Exercise prompt:
In the records below, find the line containing "Digitize the connectivity of all roads and" and the line containing "Digitize the connectivity of the"; please repeat exactly the lines from one to the other, both included, and nothing more.

Provided records:
====================

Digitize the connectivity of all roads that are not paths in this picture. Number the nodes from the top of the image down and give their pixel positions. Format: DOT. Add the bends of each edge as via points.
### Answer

====================

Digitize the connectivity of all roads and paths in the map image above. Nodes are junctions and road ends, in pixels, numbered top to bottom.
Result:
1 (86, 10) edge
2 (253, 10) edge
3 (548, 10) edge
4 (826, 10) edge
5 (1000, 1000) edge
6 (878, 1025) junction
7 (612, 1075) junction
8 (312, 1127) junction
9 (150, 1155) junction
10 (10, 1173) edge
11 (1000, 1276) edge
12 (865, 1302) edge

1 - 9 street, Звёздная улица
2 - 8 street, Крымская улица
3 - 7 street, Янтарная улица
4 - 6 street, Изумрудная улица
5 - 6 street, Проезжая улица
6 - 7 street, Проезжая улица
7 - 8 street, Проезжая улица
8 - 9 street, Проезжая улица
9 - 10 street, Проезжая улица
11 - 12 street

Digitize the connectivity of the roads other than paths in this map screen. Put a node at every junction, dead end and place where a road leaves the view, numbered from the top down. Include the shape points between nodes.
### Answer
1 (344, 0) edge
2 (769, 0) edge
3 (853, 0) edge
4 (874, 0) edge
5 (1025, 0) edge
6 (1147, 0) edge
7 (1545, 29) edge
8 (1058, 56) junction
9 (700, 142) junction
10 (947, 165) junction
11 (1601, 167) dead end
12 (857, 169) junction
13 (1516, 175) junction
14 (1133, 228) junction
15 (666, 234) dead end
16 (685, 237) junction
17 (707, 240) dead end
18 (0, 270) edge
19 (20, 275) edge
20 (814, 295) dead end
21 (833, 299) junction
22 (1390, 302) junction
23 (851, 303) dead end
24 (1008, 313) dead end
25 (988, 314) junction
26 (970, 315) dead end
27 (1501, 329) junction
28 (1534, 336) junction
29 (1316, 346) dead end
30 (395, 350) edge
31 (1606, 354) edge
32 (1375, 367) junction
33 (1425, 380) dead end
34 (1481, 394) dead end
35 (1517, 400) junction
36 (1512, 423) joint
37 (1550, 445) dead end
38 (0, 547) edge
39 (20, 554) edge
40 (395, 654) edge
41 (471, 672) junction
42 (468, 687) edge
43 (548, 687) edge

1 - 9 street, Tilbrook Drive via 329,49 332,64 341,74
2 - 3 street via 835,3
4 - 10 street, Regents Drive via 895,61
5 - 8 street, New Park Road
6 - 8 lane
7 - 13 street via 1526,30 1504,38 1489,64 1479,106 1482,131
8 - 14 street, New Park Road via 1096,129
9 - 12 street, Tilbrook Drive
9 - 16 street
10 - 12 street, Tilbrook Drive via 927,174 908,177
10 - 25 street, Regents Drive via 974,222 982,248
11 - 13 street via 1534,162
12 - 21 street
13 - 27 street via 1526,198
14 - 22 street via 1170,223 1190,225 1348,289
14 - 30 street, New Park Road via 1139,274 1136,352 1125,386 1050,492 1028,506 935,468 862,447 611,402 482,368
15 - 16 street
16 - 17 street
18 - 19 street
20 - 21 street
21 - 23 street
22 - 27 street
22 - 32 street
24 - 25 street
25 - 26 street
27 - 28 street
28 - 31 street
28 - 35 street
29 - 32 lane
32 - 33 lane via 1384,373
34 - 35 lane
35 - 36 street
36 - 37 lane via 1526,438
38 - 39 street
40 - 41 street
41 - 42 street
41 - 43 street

====================

Answer section:
Digitize the connectivity of all roads and paths in the map image above. Nodes are junctions and road ends, in pixels, numbered top to bottom.
Result:
1 (86, 10) edge
2 (253, 10) edge
3 (548, 10) edge
4 (826, 10) edge
5 (1000, 1000) edge
6 (878, 1025) junction
7 (612, 1075) junction
8 (312, 1127) junction
9 (150, 1155) junction
10 (10, 1173) edge
11 (1000, 1276) edge
12 (865, 1302) edge

1 - 9 street, Звёздная улица
2 - 8 street, Крымская улица
3 - 7 street, Янтарная улица
4 - 6 street, Изумрудная улица
5 - 6 street, Проезжая улица
6 - 7 street, Проезжая улица
7 - 8 street, Проезжая улица
8 - 9 street, Проезжая улица
9 - 10 street, Проезжая улица
11 - 12 street

Digitize the connectivity of the roads other than paths in this map screen. Put a node at every junction, dead end and place where a road leaves the view, numbered from the top down. Include the shape points between nodes.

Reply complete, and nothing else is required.